■ Your objective:
Return all the lines below in which the string "that" appears.

[Saved data entries]
-*-
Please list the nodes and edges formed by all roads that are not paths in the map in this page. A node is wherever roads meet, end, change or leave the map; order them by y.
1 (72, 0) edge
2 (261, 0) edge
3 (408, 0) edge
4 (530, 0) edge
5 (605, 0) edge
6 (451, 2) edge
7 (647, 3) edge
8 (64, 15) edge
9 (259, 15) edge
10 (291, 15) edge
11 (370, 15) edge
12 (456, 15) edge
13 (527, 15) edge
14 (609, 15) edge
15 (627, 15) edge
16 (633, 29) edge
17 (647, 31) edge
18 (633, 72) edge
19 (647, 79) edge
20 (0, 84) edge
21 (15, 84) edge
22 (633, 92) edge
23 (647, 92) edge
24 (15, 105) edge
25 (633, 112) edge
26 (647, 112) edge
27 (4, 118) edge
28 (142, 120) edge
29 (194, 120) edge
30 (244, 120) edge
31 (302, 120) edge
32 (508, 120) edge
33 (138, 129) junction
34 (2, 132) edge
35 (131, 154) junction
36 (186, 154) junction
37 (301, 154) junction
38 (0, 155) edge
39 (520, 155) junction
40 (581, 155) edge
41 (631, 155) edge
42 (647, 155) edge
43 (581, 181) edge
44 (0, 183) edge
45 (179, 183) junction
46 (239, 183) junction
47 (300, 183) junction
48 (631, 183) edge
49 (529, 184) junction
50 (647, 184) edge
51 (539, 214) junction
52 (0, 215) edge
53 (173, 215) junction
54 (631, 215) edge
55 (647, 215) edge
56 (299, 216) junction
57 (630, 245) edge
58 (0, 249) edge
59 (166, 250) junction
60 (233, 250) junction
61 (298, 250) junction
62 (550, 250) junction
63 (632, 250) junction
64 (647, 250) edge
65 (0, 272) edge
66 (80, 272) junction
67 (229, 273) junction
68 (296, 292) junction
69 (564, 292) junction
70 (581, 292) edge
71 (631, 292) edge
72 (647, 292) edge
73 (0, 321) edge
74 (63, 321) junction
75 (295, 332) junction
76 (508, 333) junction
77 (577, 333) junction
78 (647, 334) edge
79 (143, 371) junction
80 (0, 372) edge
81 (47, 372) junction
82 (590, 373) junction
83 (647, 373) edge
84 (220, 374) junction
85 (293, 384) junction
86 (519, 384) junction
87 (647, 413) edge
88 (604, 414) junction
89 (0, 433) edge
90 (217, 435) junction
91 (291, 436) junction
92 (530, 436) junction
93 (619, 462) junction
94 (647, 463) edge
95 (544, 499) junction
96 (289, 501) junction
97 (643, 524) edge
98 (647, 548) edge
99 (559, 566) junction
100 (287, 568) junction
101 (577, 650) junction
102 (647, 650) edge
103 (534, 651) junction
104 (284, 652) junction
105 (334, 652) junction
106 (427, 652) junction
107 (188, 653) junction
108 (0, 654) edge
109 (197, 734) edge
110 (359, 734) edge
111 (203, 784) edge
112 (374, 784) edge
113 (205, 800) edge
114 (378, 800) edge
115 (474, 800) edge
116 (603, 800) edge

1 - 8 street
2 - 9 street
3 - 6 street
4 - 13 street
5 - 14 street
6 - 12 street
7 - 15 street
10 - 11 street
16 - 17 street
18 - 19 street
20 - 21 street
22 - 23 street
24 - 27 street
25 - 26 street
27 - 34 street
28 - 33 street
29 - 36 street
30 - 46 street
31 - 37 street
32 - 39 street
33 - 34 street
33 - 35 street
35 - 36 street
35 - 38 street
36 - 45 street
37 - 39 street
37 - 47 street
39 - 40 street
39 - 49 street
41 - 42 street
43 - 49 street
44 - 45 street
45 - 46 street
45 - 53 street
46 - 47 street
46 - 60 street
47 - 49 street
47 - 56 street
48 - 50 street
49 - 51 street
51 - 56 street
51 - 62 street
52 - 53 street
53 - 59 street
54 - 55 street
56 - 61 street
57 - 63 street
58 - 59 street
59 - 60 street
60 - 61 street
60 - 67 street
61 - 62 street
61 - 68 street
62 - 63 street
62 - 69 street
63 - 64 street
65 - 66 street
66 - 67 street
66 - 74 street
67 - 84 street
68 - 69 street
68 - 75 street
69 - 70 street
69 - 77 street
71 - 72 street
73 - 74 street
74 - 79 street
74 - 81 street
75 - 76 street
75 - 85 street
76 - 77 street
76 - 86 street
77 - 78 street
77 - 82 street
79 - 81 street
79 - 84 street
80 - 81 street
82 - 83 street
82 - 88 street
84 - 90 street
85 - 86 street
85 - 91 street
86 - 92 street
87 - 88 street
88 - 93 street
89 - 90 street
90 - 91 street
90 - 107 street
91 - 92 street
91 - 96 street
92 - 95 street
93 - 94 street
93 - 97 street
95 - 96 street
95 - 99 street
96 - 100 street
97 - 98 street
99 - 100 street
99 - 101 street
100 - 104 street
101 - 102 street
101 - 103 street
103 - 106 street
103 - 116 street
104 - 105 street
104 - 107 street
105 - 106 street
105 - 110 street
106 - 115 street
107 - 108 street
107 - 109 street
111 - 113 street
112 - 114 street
-*-
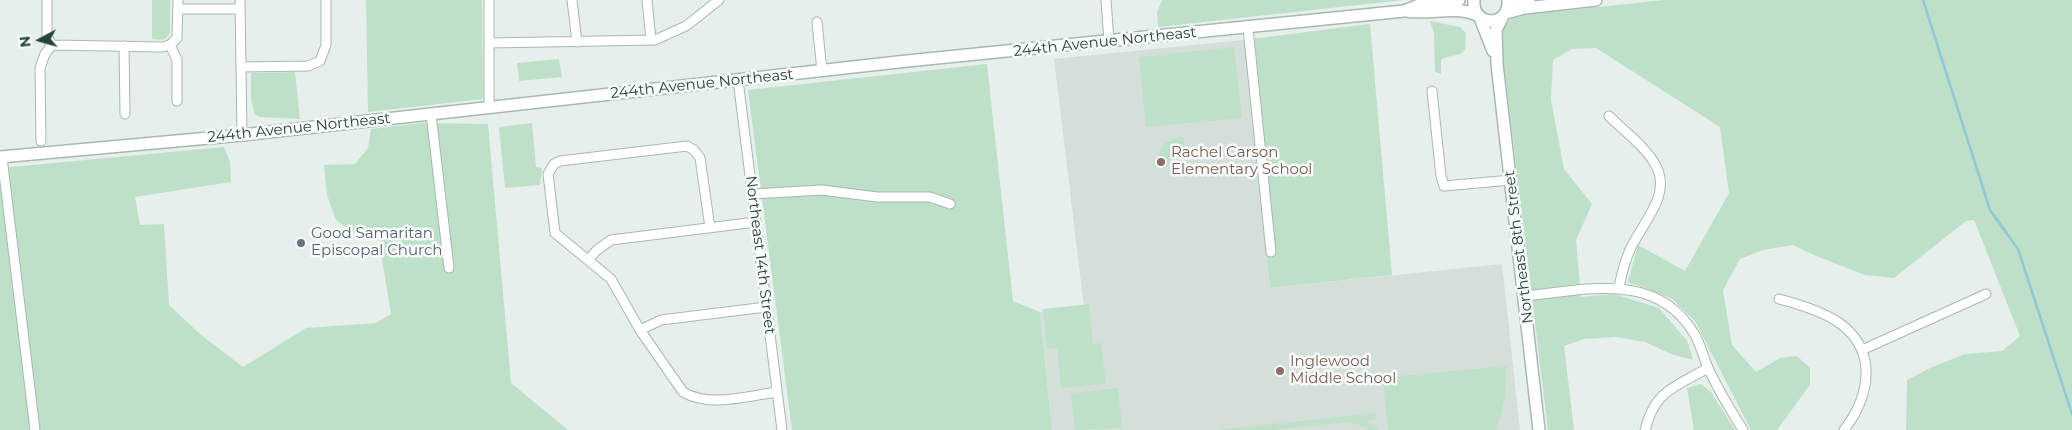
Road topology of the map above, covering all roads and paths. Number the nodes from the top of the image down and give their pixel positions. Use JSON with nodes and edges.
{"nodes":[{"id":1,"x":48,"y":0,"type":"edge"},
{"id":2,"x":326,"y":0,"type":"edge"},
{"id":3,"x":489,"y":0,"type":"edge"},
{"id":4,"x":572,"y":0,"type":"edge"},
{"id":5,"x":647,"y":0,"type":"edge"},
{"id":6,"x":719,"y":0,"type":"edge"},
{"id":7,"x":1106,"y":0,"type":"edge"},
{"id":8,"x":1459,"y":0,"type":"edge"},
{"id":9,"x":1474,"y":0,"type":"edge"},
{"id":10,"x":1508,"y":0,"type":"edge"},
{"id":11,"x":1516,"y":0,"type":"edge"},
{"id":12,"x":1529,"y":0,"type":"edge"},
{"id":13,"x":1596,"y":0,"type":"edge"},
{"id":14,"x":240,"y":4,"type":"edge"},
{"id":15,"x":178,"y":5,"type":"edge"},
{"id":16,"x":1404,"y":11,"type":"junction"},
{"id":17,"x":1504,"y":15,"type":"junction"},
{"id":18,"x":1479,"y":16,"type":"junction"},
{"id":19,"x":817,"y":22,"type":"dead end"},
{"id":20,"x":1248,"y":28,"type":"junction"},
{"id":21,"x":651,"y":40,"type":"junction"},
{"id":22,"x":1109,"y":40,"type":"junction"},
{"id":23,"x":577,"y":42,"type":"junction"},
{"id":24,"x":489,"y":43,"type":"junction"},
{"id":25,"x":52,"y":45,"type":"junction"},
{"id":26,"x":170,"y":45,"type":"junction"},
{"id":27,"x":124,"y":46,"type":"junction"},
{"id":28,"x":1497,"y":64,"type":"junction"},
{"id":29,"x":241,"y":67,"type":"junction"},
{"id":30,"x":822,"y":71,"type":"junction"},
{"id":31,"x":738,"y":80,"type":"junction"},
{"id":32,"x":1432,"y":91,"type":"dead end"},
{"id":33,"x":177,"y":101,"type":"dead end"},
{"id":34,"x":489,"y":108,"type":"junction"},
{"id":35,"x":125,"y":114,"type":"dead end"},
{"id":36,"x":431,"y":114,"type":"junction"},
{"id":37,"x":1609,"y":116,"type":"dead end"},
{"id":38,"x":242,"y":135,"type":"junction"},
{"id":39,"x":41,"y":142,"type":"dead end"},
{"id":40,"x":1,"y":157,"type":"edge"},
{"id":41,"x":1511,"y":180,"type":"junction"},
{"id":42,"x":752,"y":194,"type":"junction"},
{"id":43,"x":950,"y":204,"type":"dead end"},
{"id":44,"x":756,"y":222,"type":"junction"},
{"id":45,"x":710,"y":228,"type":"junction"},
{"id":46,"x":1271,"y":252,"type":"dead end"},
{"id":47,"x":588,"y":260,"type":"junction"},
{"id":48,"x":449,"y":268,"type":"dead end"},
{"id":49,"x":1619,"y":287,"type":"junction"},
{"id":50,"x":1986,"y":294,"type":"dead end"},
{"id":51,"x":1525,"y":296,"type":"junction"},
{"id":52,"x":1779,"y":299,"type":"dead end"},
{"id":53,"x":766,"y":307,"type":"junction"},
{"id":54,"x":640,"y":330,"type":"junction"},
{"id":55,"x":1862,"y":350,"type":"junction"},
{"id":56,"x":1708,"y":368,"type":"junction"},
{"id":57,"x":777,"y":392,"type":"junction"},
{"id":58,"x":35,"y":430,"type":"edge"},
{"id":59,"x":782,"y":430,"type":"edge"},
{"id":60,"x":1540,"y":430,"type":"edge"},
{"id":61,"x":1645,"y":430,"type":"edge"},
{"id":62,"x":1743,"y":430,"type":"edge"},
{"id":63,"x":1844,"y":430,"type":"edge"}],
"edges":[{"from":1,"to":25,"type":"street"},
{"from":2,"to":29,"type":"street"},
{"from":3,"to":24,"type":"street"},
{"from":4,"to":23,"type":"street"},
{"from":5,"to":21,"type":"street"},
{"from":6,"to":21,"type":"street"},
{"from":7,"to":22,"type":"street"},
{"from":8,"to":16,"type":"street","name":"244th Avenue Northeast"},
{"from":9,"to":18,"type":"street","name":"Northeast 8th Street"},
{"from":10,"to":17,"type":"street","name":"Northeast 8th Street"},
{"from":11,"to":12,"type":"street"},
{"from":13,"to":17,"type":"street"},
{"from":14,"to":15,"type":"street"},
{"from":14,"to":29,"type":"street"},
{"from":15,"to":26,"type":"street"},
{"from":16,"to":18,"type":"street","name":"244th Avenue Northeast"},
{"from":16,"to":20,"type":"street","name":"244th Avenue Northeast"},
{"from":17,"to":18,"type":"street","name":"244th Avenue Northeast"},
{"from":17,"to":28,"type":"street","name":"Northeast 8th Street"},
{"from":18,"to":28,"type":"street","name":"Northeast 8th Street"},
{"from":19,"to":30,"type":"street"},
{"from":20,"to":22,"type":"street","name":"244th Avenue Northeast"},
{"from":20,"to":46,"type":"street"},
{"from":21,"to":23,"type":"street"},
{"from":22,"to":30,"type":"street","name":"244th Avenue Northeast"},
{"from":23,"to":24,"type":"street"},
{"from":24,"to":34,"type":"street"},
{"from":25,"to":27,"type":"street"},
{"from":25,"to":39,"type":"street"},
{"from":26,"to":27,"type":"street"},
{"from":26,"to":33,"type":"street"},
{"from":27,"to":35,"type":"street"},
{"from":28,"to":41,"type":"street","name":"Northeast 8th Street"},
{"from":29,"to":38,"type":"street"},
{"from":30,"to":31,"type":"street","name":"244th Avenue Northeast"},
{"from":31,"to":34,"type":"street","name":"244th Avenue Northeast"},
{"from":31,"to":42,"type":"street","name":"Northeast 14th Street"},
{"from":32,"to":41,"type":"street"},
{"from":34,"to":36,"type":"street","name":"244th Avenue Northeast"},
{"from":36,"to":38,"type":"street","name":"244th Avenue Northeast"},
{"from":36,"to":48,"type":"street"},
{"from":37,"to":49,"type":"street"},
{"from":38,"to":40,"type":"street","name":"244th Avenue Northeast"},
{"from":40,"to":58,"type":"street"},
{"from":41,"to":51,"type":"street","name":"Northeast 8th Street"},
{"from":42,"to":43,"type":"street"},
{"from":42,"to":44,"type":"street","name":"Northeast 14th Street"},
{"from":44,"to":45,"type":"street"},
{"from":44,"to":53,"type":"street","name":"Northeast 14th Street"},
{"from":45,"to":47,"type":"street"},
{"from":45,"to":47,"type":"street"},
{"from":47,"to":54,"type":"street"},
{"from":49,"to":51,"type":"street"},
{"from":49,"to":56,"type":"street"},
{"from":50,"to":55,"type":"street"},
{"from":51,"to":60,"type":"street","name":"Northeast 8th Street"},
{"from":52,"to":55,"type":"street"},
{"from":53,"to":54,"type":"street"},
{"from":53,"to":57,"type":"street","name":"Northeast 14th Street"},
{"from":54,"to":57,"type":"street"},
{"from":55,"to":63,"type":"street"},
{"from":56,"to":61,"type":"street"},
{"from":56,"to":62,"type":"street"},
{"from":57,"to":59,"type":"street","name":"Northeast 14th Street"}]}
-*-
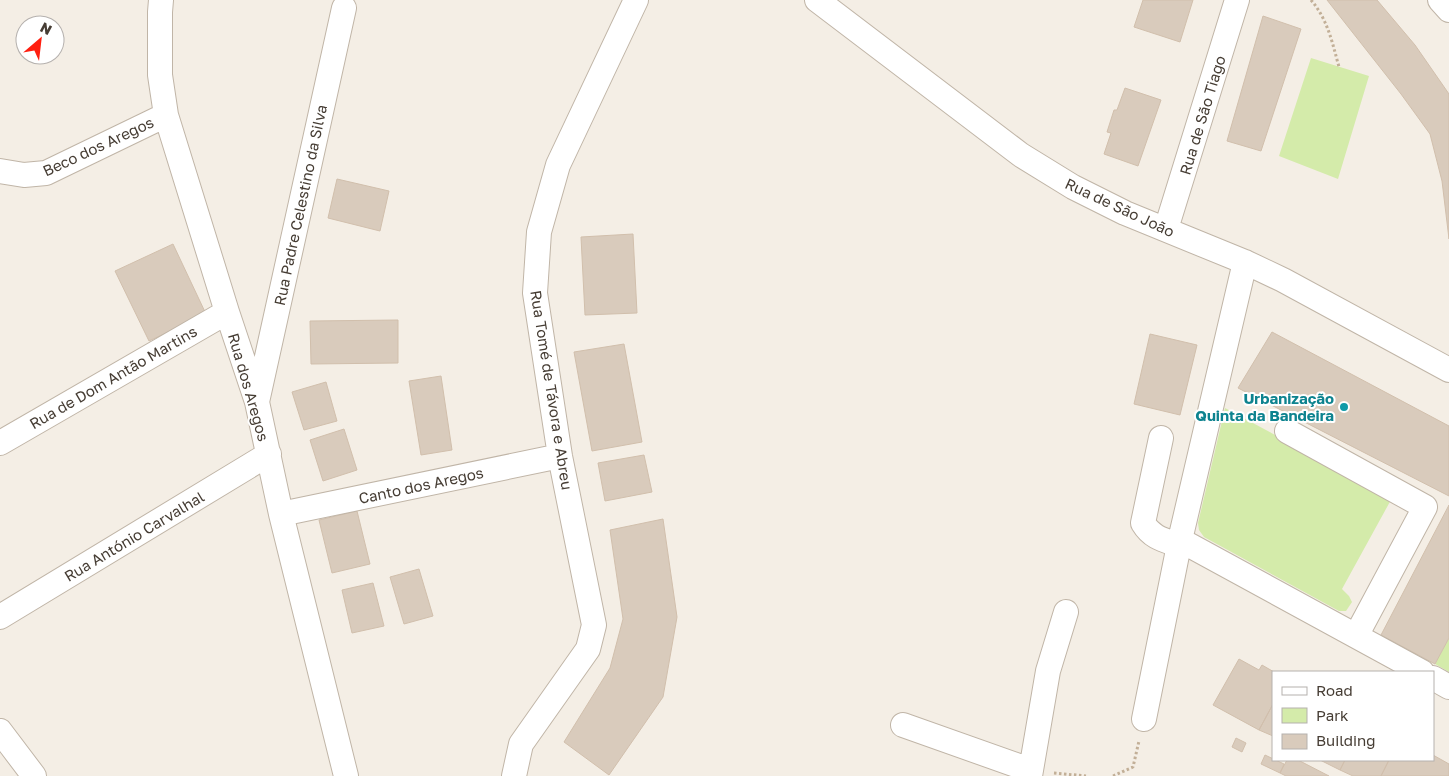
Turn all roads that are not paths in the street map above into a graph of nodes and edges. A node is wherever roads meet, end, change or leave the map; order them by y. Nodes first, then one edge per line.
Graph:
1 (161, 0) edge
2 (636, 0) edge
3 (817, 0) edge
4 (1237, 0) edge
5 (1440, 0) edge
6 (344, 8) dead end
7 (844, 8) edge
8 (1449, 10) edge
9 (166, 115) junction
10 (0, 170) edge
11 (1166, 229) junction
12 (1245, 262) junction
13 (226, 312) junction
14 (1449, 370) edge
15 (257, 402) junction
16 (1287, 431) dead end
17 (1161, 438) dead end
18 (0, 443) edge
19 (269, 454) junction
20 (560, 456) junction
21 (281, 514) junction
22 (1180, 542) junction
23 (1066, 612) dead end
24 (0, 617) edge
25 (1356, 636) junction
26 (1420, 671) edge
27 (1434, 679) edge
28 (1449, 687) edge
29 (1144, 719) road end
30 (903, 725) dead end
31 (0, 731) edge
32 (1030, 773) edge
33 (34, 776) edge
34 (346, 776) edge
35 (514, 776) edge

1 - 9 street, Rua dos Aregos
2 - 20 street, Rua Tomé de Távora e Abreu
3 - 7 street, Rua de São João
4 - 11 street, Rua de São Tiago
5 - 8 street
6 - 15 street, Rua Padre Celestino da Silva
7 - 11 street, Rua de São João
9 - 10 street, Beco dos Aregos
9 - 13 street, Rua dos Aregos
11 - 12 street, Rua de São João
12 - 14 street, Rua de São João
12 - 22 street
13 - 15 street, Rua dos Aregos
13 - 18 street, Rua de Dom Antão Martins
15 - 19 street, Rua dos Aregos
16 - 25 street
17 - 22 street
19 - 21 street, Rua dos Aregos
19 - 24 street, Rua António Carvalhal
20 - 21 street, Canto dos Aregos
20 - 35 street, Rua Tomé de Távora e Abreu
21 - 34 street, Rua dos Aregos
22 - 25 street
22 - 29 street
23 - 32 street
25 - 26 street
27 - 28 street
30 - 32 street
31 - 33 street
-*-
■ Reply:
Please list the nodes and edges formed by all roads that are not paths in the map in this page. A node is wherever roads meet, end, change or leave the map; order them by y.
Turn all roads that are not paths in the street map above into a graph of nodes and edges. A node is wherever roads meet, end, change or leave the map; order them by y. Nodes first, then one edge per line.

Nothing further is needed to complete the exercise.